- PROBLEM REQUIREMENTS -
Determine how many lines of the listing below include the string "nodes". Output the number and nothing more.

- SUPPLIED RECORDS -
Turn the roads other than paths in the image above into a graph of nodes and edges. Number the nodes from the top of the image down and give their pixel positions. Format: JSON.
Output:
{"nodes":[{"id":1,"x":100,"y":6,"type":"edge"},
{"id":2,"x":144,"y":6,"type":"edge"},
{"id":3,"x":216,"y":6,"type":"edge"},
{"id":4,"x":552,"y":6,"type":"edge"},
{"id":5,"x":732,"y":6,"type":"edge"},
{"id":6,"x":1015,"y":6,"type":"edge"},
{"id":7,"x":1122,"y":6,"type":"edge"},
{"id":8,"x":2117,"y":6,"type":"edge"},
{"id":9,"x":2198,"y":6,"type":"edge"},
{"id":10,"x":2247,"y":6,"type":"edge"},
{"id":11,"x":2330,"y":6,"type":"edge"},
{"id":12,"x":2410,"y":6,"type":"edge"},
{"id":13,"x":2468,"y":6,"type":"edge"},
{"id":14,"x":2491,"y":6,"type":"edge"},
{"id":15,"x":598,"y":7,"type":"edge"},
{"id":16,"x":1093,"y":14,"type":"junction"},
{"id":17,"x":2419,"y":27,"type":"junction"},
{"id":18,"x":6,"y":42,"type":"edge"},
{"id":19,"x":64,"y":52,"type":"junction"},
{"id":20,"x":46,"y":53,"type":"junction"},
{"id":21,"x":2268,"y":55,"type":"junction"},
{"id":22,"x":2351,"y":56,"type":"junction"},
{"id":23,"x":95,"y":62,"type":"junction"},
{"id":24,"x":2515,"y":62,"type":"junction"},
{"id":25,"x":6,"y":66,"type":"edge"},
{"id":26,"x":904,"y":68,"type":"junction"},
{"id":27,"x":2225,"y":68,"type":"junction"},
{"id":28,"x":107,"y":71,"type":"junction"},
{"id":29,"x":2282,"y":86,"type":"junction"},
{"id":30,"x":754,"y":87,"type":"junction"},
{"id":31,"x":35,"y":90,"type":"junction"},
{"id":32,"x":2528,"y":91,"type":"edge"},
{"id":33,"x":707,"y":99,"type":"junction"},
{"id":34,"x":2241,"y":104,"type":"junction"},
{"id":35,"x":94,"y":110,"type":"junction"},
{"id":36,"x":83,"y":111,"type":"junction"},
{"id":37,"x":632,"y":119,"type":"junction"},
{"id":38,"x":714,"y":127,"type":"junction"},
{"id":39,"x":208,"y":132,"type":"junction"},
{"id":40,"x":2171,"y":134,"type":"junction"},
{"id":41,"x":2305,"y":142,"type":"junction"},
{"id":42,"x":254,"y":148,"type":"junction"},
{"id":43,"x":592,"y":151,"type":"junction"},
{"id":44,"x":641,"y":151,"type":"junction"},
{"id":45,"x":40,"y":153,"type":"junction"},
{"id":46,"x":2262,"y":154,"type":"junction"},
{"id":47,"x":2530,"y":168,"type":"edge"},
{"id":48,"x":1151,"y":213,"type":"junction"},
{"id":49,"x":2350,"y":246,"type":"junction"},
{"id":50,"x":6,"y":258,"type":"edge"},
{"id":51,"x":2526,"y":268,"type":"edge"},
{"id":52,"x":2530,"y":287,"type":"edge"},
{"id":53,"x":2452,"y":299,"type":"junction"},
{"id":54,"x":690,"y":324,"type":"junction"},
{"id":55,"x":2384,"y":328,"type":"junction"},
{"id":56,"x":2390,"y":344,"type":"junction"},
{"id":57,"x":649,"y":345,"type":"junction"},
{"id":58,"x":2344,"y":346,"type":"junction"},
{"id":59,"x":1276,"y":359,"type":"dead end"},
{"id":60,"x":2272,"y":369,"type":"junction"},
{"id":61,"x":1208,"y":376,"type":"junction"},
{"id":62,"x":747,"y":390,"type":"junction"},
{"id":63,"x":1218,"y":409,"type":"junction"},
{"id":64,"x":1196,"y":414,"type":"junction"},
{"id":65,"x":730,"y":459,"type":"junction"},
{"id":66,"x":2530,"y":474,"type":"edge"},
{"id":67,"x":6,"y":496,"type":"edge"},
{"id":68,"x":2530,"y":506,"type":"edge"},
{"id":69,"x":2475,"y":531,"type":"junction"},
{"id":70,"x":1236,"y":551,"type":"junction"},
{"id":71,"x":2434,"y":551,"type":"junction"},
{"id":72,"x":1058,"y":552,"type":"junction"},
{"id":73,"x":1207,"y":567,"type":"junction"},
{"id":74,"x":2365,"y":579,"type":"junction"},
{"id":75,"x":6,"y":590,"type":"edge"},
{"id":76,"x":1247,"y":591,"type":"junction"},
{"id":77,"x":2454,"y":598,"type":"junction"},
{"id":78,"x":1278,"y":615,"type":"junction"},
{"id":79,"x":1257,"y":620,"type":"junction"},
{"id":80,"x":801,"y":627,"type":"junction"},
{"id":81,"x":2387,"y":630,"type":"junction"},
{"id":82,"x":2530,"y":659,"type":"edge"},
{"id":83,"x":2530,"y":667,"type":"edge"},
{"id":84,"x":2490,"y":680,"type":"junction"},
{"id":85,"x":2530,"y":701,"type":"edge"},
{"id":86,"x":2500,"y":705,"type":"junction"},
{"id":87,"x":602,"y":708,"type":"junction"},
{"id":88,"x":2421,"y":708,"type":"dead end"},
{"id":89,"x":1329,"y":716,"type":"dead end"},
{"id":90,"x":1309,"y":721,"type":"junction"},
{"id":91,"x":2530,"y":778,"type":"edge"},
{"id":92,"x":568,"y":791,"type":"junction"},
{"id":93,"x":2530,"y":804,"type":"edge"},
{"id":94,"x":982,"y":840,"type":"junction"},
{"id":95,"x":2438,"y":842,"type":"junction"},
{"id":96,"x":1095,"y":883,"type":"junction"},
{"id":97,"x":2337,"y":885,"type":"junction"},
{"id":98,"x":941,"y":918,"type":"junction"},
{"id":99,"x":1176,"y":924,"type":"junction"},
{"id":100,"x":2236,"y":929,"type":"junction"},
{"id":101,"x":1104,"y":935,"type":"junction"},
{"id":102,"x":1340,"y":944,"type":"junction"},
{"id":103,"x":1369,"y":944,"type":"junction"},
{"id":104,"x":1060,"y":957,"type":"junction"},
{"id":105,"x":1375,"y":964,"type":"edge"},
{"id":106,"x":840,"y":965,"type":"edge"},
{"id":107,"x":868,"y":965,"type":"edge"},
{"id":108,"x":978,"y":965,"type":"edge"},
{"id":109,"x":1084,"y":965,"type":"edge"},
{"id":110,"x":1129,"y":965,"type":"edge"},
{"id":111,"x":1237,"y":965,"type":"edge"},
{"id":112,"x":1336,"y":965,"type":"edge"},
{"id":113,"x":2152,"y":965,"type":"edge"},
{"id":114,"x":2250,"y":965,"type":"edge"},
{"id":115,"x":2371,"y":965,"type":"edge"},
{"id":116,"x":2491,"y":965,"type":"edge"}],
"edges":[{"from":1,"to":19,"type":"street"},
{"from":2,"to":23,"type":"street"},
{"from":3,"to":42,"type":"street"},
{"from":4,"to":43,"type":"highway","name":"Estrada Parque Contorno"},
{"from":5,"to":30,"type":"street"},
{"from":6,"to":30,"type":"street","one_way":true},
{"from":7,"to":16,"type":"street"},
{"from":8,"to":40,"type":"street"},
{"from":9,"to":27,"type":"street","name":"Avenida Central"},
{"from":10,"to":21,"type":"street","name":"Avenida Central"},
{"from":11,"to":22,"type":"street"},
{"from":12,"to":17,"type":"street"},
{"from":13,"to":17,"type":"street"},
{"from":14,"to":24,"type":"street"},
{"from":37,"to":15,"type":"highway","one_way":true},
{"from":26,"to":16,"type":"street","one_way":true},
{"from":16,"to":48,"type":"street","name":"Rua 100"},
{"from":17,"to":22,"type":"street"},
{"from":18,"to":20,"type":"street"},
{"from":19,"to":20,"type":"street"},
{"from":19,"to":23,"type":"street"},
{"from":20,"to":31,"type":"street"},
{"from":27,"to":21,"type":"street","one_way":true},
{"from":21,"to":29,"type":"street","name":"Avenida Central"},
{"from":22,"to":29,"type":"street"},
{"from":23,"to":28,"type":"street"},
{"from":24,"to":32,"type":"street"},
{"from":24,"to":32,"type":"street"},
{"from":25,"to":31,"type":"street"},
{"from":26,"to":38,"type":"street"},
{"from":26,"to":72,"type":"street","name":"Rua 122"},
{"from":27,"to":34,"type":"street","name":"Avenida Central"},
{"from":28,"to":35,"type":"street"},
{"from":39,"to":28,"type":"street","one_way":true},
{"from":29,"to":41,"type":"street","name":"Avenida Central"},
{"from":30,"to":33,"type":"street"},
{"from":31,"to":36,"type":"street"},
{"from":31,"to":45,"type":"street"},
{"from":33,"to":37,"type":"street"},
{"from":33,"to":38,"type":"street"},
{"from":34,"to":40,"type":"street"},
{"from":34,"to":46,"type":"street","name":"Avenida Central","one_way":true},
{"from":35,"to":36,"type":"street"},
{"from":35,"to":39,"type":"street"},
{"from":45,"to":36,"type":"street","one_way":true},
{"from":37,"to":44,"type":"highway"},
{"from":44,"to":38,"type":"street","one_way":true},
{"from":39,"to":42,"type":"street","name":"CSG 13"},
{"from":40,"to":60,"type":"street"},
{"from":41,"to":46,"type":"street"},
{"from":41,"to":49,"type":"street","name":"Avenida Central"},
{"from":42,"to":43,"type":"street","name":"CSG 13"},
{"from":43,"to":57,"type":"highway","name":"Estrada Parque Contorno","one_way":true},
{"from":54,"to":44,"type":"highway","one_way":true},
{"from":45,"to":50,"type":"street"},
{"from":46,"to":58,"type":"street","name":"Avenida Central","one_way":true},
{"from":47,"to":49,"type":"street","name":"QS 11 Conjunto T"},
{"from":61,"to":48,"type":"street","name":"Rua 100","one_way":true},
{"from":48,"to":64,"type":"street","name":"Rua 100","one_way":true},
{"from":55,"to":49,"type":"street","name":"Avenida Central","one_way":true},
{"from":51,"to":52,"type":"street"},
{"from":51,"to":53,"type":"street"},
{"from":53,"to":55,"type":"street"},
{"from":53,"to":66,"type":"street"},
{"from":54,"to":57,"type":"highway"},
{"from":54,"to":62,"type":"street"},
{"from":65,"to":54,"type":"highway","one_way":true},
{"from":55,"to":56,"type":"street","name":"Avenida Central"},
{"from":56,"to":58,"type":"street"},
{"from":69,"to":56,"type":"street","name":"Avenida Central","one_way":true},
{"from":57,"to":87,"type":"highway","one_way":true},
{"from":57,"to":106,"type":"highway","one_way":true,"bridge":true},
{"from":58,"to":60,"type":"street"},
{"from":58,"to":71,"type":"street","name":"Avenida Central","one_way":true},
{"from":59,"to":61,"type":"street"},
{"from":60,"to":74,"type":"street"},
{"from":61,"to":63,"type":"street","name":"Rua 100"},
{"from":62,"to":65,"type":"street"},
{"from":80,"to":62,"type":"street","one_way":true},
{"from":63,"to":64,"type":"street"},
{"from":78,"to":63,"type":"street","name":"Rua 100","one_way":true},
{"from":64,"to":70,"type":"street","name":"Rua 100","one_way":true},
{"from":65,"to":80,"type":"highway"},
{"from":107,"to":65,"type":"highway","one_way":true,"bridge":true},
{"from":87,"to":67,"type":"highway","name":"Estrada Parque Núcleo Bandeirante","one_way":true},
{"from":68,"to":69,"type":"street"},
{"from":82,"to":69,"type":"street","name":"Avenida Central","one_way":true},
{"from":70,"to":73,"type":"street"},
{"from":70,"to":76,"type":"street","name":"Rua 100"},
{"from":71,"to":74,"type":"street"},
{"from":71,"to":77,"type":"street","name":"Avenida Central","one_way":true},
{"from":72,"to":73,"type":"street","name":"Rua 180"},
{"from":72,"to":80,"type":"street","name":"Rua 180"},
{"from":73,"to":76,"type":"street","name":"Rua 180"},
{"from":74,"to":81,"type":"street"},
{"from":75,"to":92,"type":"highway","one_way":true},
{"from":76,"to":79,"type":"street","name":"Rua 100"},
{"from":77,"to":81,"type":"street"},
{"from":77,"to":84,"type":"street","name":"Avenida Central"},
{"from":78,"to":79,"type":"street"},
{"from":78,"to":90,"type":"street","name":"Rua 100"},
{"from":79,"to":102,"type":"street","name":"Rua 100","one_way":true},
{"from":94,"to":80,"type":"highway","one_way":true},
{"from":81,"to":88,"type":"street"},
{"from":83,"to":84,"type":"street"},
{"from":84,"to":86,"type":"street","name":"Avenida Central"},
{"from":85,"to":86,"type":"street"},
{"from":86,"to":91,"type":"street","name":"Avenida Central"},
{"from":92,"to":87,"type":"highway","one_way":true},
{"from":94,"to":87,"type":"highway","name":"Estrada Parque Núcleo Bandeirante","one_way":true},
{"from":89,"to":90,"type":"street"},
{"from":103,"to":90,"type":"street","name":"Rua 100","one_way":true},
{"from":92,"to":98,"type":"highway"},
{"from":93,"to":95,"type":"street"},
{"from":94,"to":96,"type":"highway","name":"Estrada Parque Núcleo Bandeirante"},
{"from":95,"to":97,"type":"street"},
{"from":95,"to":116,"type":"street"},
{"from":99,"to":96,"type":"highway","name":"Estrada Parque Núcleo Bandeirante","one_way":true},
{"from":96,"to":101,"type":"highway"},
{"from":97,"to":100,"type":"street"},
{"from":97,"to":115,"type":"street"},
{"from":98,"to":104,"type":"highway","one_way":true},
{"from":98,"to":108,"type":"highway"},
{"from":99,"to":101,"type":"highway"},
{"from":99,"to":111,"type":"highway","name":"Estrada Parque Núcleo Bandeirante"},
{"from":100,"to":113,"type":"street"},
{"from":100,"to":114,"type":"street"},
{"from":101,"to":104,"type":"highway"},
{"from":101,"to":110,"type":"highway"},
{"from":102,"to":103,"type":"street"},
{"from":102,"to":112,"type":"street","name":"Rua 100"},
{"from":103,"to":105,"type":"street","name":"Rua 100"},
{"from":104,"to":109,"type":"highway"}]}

- ANSWER -
2